# I'm probably preaching to the choir here - but more reason to take your kids rafting



## SpeyCatr (Aug 14, 2013)

Some video I edited/uploaded of my son's first rafting trip. Just watch - it's short - I think you'll smile! https://www.youtube.com/watch?v=yypX_JmIRjo


----------



## kazak4x4 (May 25, 2009)

Nice man, taking kids on a river is an awesome ordeal! I think you have a little addict on your hands now. Dump the commercials and go private!


----------



## seantana (Mar 5, 2015)

Little man sounds like he loved it, great video and memories. Kids thrive on the river and outdoors.


----------



## SpeyCatr (Aug 14, 2013)

kazak4x4 said:


> Nice man, taking kids on a river is an awesome ordeal! I think you have a little addict on your hands now. Dump the commercials and go private!


I only own a 1 man 11' Cat right now (plans to buy a 2-3 man cat next year hopefully) - but the trip I was on was a father-son boys trip with 7 adults and 8 kids so even if I owned my own raft I wouldn't have been able to accommodate it so going commercial for this trip made sense lol.


----------



## Lebowski (Aug 19, 2015)

My dad started taking me at that age and I just started my 4 year old daughter with a trip down the N. Platte and Radium-State Bridge a couple weeks ago. Absolutely memories that last a life time!

"Daddy! Do it again!"


----------



## wayne23 (Dec 30, 2014)

I started taking my girls down the river as soon as they where out of diapers. My oldest is in her second year guiding in Utah, an my other daughter when she graduates is sure to follow. They both love the river.


Sent from my iPad using Mountain Buzz


----------



## Warejn (Jul 7, 2013)

I have actually just purchased a raft for that reason. My kids love water and instead of buying a new kayak I figured its time to get them into it. Although, 15 years ago I never would have thought I would be buying a big boat just to haul my family around. 

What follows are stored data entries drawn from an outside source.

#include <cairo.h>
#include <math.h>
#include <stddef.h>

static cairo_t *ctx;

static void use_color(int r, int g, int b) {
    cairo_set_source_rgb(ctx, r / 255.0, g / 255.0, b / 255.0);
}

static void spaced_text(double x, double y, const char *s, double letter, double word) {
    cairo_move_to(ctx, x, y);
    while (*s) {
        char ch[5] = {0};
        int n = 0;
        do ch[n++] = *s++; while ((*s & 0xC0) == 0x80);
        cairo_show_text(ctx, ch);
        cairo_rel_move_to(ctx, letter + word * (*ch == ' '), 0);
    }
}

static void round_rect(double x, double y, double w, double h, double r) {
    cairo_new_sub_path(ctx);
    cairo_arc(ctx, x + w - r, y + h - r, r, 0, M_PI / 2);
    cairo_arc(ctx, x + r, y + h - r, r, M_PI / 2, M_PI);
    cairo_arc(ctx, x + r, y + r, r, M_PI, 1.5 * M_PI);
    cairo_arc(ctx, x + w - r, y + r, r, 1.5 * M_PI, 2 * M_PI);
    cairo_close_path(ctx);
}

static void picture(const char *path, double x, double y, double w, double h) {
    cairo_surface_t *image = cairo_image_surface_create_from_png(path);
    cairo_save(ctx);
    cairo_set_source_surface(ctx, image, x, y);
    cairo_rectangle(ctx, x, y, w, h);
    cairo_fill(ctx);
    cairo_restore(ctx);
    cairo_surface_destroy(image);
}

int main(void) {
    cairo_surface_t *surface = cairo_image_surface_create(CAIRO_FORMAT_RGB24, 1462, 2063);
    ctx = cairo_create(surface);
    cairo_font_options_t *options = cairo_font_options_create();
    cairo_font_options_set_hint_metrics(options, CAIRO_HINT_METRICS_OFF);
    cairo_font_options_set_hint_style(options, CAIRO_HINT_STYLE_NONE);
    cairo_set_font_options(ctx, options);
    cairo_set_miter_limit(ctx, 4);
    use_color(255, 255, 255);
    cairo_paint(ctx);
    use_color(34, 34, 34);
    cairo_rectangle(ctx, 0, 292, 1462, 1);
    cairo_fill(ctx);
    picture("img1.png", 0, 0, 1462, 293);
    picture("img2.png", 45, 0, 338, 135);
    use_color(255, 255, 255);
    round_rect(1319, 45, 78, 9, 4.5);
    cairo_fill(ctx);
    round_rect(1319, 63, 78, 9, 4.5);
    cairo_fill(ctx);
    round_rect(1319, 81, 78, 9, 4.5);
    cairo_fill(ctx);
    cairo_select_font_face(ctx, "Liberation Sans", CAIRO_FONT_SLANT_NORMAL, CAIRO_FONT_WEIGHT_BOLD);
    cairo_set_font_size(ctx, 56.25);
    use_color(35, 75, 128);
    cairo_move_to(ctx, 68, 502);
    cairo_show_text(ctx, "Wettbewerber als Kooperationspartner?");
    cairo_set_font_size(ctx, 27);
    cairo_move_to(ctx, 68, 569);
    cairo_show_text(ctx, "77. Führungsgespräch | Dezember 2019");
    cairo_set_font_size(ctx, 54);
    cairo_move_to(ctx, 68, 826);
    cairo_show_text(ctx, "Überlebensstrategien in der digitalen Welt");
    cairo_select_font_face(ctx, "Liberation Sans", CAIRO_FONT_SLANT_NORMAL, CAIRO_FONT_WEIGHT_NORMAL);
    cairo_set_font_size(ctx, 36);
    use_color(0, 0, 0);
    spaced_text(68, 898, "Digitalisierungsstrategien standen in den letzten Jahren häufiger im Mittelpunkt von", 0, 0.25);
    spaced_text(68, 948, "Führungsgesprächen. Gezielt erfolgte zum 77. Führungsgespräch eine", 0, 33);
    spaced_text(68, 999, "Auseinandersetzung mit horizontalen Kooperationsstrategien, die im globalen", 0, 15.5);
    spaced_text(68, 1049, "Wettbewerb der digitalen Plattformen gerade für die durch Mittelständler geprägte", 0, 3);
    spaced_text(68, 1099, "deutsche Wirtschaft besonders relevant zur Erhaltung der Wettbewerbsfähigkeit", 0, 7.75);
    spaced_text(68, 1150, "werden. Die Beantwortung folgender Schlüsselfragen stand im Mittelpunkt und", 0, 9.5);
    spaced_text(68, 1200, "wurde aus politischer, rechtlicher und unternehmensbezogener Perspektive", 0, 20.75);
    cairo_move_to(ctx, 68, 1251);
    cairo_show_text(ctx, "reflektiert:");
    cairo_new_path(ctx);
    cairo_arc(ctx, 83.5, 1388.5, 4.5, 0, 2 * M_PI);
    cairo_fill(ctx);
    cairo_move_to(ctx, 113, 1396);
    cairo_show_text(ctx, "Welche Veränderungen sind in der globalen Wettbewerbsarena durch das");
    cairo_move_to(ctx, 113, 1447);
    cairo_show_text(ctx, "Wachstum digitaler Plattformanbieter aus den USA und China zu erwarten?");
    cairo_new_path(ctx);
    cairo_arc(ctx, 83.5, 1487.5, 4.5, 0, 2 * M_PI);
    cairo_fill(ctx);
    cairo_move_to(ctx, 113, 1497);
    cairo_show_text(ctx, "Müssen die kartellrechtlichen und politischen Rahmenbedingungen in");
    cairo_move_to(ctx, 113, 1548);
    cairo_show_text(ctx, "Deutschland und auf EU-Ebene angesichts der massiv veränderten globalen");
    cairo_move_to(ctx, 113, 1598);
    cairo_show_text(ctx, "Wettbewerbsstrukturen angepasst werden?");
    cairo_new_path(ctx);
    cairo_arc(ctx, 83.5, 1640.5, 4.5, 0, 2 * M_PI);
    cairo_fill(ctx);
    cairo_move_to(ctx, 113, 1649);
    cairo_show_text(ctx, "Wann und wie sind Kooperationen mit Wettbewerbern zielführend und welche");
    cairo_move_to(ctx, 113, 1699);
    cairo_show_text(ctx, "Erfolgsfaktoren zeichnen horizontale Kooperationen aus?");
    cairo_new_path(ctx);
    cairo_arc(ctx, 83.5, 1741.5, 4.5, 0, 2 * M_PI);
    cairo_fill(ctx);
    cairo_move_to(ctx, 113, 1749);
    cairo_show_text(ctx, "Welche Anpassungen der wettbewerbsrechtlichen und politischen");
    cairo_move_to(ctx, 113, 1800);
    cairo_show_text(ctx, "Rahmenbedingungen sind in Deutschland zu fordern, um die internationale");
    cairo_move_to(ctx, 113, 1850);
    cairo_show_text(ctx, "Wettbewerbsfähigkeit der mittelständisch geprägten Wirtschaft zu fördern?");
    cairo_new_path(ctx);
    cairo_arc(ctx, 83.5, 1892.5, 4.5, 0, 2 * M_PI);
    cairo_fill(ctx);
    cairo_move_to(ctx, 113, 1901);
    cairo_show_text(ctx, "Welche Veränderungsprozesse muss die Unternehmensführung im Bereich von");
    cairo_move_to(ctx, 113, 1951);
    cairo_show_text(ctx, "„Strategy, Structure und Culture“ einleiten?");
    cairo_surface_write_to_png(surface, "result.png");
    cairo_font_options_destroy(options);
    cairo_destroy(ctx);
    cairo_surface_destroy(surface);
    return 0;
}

This is the old guy thread! 


Sent from my iPad using Mountain Buzz


----------



## Rich (Sep 14, 2006)

Had my daughter on the river and on skis when she was two.
She was rowing the MFS & GC as a teenager.
She quit college to be a river guide and ski instructor.
Saved me a fortune in college tuition.
Now I'm about to become a Grandfather!
Going to need a bigger boat!


----------



## jkr61 (Mar 13, 2015)

That was great! We took our niece at nine months to blackrocks and at the age of 10 on a 21 day Grand Canyon trip with a couple Lodores in-between. Now she wants to do the Grand again and were aiming for the Salmon next summer when she's 12. Kids love the outdoors when you get'em out there!


----------



## FishingAddict (May 29, 2015)

*My daughters first trip.*

I finally talked her into going this year. BTW there is a big rock in the wave train of Joe Hutch that will sneak up on you at this level. She just about went out and I thought we were going to have a yard sale. We had a great Aug trip.


----------



## paddleit (Jun 5, 2011)

Been taking my 6 & 9 yr old girls for years. Took them on there first trip down Browns canyon over the weekend and they rocked it. They would raft everyday in the summer if they could. They are even starting to get strong enough to oar. I love it.


----------